Suite de notre entretien avec Alex Nikolavitch à propos de son ouvrage Mythe & Super-héros publiés en avril 2011 chez les Moutons électriques.
EFDLT : Dans Mythe & Super-héros, tu t’appuies sur les travaux de Georges Dumézil et Joseph Campbell pour souligner les schémas structurels qui semblent attachés aux histoires de héros, qu’ils soient super ou antiques. Il s’agit vraiment d’un invariant ? Peut-on casser cette structure sans risque ?
Alex Nikolavitch : Je m’appuie sur eux parce que ce sont les plus connus et les plus accessibles. Leurs structures ne sont pas invariantes, elles sont juste très répandues et très efficaces. Le schéma de Campbell est celui du voyage initiatique, il ne s’applique pas vraiment à la structure feuilletonnante sans fin des comics. On ne peut le retrouver que dans des narrations de l’origine du héros (et pas toujours, encore) ou dans des situations de crise (Daredevil : Born Again, par exemple), en tout cas de façon ponctuelle.
Les archétypes duméziliens, eux, sont avant tout une articulation de fonctions sociales. Il est normal qu’on les retrouve un peu partout dans les groupes de super-héros, et en général, leur utilisation est totalement inconsciente de la part des auteurs. Qui plus est, d’autres groupes s’en passent très bien, j’évoquais les Fantastic Four (construits sur une symbolique des quatre éléments) ou Authority (ou la structure inspirée de la JLA est complètement reconstruite et subvertie).
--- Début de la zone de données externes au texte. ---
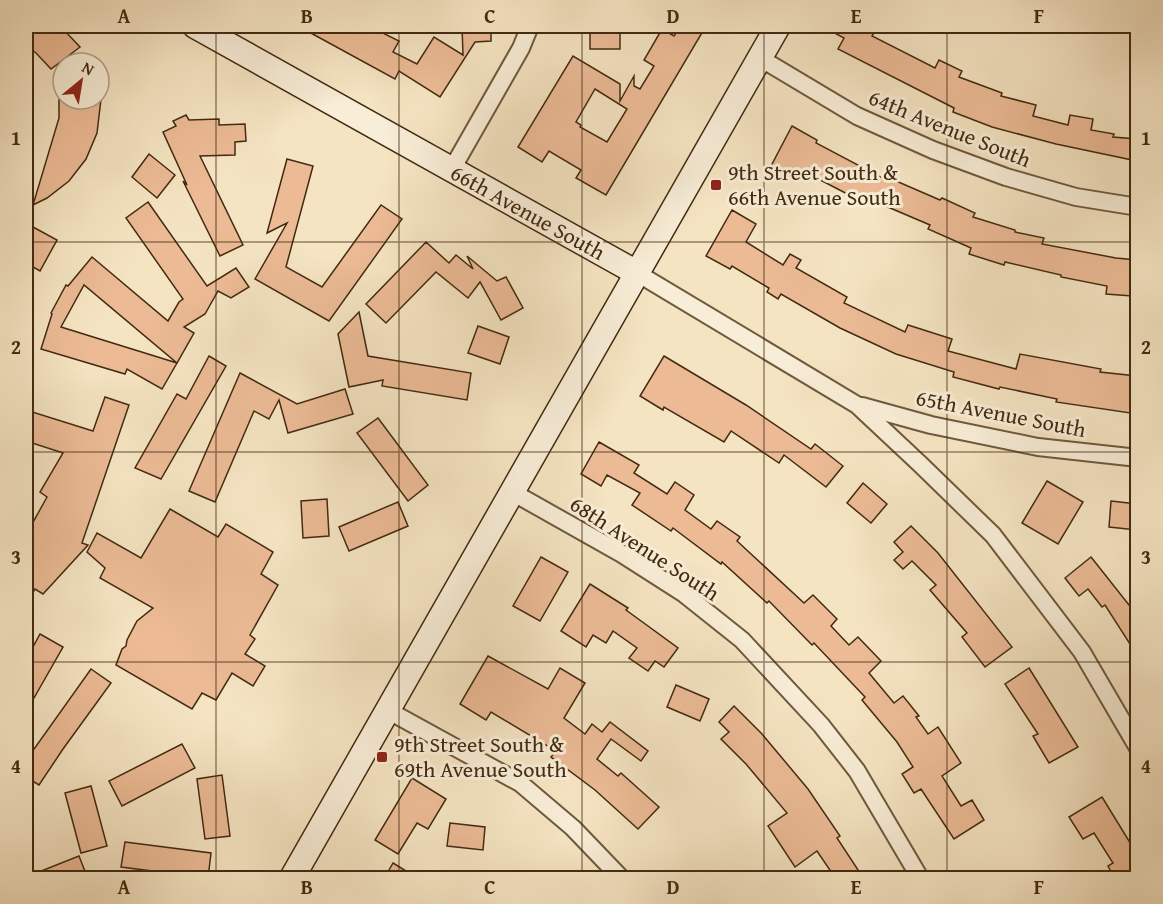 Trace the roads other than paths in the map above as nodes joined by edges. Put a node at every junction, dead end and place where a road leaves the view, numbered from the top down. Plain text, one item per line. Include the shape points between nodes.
1 (195, 26) edge
2 (530, 26) edge
3 (778, 26) edge
4 (760, 58) junction
5 (452, 169) junction
6 (1137, 207) edge
7 (637, 273) junction
8 (857, 405) junction
9 (1137, 458) edge
10 (512, 492) junction
11 (389, 711) junction
12 (1133, 731) edge
13 (1137, 748) edge
14 (292, 879) edge
15 (621, 879) edge
16 (920, 879) edge

1 - 5 street, 66th Avenue South
2 - 5 street
3 - 4 street
4 - 6 street, 64th Avenue South via 857,116 933,150 1005,177 1077,197
4 - 7 street
5 - 7 street, 66th Avenue South
7 - 8 street, 66th Avenue South
7 - 10 street
8 - 9 street, 65th Avenue South via 1038,447
8 - 12 street via 993,535 1082,652
10 - 11 street
10 - 16 street, 68th Avenue South via 622,554 742,640 821,725 857,771
11 - 14 street
11 - 15 street via 520,783 573,828
12 - 13 street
Après, casser ces structures, c’est presque un devoir. Mais pour les casser efficacement, c’est bien de les connaître. Quand j’ai fait Tengu-Do, je l’ai construit sur une structure campbellienne rigoureuse. Une partie de la blague tenait au fait que la structure était, dans sa forme, parfaitement respectée. J’y avais juste ajouté un élément qui, à l’arrivée, la retournait et la subvertissait de fond en comble, qui en pervertissait le sens. Mais toutes les étapes y étaient.
Connaître la structure de la triade de Dumézil, c’est poser des réseaux puissants de relations et de dépendances entre les personnages. Changer cette structure, c’est devoir repenser une partie de ces réseaux. Mais après, il ne suffit pas d’empiler des archétypes pour faire un bon groupe de super-héros : j’évoque dans un chapitre le foisonnement des groupes de super-héros aux débuts des Image Comics, dans lesquels on sent bien la volonté de récupérer des archétypes connus (les X-Men, essentiellement), mais sans y réfléchir en profondeur. Résultat, il n’y a guère que dans Gen-13 que ça fonctionnait correctement d’emblée. Sur WildC.A.T.s, il a fallu près de quinze numéros pour que ça commence à ressembler à quelque chose, et encore, au prix d’une redéfinition violente de tout le concept. Sur Stormwatch, c’est passé par l’élimination de plus de la moitié du casting, à l’arrivée de Warren Ellis.